Because we did `group_by()` with `year` then used `summarize()`, we get *one row per value of `year`*!


---
class:inverse

# 5. Merging together data

+ `left_join()`
+ `full_join()`

---
## Why merge?!

In practice, we often collect data from different sources. To analyze the data, we usually must first combine (merge) them.

--

For example, imagine you would like to study county-level patterns with respect to age and grocery spending.

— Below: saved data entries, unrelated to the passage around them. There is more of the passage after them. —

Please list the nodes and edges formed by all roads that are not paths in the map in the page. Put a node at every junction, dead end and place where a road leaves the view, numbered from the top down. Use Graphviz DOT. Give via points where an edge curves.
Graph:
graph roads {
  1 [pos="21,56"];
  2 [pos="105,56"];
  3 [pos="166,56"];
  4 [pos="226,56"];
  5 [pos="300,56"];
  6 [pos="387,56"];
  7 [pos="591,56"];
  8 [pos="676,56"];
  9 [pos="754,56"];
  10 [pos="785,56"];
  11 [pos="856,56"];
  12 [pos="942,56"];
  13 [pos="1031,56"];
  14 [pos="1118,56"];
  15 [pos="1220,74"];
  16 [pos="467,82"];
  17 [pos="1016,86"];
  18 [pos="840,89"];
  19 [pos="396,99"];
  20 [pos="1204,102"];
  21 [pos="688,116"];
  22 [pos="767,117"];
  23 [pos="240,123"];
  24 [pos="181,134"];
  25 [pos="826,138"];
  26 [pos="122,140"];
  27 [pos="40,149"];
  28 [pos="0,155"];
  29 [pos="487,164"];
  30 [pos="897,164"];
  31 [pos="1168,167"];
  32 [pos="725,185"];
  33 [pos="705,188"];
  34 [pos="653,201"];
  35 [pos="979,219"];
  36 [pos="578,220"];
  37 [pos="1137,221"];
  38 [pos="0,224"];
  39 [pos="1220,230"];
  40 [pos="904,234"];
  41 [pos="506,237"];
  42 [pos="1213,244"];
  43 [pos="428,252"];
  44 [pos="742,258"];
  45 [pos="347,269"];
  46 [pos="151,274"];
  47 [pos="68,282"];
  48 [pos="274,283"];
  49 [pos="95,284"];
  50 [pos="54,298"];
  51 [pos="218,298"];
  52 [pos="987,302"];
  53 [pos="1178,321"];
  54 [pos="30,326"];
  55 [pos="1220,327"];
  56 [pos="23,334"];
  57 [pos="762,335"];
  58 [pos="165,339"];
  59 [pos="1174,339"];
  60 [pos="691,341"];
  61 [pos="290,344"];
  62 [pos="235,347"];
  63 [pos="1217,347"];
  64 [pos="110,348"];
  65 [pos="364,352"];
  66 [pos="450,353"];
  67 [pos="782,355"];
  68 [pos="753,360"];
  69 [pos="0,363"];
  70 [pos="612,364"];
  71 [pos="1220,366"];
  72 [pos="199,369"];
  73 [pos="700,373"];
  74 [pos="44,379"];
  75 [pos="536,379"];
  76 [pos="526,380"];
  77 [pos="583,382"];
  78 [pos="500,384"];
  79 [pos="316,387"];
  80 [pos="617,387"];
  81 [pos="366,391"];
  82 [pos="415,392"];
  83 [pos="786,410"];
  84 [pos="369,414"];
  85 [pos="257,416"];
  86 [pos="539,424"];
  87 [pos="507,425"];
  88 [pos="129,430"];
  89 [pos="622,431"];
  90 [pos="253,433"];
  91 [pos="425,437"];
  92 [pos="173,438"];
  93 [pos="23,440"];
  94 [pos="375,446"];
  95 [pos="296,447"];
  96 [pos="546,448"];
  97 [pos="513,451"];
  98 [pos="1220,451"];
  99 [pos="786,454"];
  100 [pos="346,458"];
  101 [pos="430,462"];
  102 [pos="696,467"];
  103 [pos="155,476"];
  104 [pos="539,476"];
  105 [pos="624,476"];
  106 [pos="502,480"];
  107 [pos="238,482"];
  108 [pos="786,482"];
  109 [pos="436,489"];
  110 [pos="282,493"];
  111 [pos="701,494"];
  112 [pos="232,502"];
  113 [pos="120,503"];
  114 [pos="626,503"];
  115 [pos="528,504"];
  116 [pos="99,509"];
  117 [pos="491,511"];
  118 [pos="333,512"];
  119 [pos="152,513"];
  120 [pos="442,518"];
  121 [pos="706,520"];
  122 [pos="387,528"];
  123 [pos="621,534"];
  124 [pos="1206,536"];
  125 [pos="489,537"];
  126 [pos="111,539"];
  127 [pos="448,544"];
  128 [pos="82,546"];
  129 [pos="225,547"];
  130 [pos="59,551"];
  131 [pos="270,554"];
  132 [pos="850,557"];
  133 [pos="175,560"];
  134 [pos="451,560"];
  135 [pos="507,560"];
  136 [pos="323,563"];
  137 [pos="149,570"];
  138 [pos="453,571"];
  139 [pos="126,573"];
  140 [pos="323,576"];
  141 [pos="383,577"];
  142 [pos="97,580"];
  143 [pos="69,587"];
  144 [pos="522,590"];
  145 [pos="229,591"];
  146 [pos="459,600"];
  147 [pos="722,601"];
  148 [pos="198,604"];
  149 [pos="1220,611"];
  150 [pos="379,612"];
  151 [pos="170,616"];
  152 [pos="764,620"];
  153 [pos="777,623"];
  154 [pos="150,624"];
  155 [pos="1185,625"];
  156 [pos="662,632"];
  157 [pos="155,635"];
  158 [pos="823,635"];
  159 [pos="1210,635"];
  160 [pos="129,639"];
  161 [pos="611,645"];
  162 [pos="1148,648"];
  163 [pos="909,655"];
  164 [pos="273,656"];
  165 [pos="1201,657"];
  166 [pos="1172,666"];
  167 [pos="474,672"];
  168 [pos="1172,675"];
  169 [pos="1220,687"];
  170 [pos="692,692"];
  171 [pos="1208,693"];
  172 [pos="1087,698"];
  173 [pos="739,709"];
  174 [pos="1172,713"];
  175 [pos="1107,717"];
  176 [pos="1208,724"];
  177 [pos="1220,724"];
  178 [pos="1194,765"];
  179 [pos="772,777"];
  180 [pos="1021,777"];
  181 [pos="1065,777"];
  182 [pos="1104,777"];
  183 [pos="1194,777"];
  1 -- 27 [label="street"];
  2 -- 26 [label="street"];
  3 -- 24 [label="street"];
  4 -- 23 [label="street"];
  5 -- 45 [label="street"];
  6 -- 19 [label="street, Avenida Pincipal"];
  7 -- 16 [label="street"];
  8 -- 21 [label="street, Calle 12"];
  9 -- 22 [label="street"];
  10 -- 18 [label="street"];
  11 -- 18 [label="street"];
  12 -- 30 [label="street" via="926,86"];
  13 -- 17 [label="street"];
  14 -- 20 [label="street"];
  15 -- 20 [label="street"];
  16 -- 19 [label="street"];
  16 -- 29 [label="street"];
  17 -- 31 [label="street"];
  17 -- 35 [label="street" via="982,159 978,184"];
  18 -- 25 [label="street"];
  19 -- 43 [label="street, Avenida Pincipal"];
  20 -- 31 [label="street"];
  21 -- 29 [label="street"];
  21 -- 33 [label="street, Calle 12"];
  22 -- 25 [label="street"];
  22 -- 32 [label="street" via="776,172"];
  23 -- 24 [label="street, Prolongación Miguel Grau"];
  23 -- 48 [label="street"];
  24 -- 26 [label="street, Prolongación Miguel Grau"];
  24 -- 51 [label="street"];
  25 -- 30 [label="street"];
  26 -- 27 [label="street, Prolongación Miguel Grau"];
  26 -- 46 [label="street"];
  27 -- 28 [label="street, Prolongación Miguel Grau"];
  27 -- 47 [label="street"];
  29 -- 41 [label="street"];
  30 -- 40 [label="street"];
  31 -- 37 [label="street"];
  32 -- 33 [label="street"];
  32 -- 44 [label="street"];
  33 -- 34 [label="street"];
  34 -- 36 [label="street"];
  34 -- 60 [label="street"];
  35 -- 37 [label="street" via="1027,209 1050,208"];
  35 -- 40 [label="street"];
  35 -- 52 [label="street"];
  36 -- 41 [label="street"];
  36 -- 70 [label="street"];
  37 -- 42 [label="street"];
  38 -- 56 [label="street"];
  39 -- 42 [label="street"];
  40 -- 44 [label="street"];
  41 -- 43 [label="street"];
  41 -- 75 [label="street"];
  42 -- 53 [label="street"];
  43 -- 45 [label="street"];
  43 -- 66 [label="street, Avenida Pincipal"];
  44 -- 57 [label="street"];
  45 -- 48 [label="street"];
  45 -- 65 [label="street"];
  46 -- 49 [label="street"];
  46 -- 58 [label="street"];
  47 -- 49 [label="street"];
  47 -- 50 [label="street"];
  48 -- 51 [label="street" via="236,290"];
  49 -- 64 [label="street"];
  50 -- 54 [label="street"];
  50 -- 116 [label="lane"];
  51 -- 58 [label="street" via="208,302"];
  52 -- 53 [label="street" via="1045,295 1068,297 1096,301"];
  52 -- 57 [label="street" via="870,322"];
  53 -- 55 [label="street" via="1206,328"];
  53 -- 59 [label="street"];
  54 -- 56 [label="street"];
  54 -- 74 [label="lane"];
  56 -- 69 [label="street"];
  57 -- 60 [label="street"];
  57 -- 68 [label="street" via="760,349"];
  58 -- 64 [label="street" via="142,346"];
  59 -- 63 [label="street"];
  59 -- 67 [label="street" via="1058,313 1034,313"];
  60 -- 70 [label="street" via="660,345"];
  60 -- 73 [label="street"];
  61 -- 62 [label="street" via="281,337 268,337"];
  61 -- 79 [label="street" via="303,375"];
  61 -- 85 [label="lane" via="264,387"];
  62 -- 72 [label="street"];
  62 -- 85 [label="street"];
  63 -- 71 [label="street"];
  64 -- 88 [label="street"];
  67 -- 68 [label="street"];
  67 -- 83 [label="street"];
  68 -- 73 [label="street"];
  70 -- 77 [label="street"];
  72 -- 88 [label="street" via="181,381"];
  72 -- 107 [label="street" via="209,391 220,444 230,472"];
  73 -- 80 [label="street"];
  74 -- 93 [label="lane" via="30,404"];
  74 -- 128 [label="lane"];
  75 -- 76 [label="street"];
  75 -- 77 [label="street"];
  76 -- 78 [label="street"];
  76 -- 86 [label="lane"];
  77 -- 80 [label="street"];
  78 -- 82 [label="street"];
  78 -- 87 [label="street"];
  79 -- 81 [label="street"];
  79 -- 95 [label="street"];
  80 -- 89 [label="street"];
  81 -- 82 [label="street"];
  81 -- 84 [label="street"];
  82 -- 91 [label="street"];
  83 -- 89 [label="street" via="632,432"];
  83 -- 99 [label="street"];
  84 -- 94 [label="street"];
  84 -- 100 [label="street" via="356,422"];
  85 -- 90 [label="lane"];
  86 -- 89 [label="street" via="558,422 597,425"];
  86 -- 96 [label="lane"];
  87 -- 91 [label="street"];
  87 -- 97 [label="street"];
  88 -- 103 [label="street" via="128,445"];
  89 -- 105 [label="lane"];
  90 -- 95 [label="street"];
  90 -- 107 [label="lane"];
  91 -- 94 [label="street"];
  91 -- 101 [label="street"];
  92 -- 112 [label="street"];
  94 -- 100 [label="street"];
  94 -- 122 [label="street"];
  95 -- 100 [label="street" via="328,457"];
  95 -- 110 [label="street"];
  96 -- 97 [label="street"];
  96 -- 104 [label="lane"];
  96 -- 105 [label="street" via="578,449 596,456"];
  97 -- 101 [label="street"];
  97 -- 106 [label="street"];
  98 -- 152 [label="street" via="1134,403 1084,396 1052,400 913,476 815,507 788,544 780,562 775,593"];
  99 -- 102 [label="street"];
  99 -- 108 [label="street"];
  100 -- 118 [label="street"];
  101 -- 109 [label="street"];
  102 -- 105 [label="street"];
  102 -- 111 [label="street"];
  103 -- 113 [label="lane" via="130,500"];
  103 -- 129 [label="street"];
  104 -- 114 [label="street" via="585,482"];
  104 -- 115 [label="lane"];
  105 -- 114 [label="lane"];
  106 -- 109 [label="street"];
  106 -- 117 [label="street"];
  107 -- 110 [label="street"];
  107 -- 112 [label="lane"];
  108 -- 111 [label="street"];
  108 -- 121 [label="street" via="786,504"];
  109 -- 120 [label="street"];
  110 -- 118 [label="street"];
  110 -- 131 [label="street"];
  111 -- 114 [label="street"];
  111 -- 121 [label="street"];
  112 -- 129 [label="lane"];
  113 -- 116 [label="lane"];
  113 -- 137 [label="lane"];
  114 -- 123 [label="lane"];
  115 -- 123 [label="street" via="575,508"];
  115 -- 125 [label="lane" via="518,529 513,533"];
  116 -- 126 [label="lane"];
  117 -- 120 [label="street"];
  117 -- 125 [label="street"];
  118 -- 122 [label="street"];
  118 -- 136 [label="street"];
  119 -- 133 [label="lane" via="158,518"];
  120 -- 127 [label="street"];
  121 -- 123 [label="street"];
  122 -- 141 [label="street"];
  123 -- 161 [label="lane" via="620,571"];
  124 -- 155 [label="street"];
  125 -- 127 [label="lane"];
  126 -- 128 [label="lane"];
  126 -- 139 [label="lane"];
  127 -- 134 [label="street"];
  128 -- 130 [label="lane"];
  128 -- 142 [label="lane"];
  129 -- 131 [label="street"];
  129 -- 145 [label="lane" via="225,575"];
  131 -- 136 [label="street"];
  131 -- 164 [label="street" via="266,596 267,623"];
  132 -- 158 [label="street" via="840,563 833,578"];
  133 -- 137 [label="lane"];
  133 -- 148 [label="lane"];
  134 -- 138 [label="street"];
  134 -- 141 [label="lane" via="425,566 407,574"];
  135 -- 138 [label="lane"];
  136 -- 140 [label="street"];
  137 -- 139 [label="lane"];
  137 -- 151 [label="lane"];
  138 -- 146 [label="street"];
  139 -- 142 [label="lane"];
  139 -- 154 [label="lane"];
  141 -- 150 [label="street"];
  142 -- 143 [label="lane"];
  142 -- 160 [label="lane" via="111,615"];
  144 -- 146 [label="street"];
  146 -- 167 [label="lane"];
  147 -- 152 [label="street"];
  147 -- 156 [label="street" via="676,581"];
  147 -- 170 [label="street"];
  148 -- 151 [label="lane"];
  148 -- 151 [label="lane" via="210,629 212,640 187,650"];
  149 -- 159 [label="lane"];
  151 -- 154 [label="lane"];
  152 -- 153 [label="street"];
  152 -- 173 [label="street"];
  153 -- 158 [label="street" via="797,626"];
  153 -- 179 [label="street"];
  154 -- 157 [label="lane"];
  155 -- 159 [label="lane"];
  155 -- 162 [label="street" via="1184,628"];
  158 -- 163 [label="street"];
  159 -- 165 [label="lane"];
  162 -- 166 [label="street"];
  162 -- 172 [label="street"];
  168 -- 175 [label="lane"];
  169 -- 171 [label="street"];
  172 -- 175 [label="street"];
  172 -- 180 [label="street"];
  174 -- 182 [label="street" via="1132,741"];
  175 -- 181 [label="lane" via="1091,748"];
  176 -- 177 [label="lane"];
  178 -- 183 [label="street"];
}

However, you can only find,

* County level age data from the US Census, and 
* County level grocery spending data from the US Department of Agriculture

--

Merge the data!!


---
## Merging in Concept

When merging datasets `A` and `B`, ask yourself the following two questions:
  
--

* Which **rows** do I want to keep?

  + All rows in `A`?
  + All rows in both `A` and `B`?
  
--

* How do my datasets **connect**?

  + Is there a specific variable they have in common?
  + Multiple variables they have in common?
  

---
## Which Rows to Keep:


We'll focus on two types of joins:<sup>1</sup>...

* `A %>% left_join(B)`: keeps `A` and adds variables from `B` after matching.

* `A %>% full_join(B)`: keeps all of `A` and `B`, but combines rows when possible.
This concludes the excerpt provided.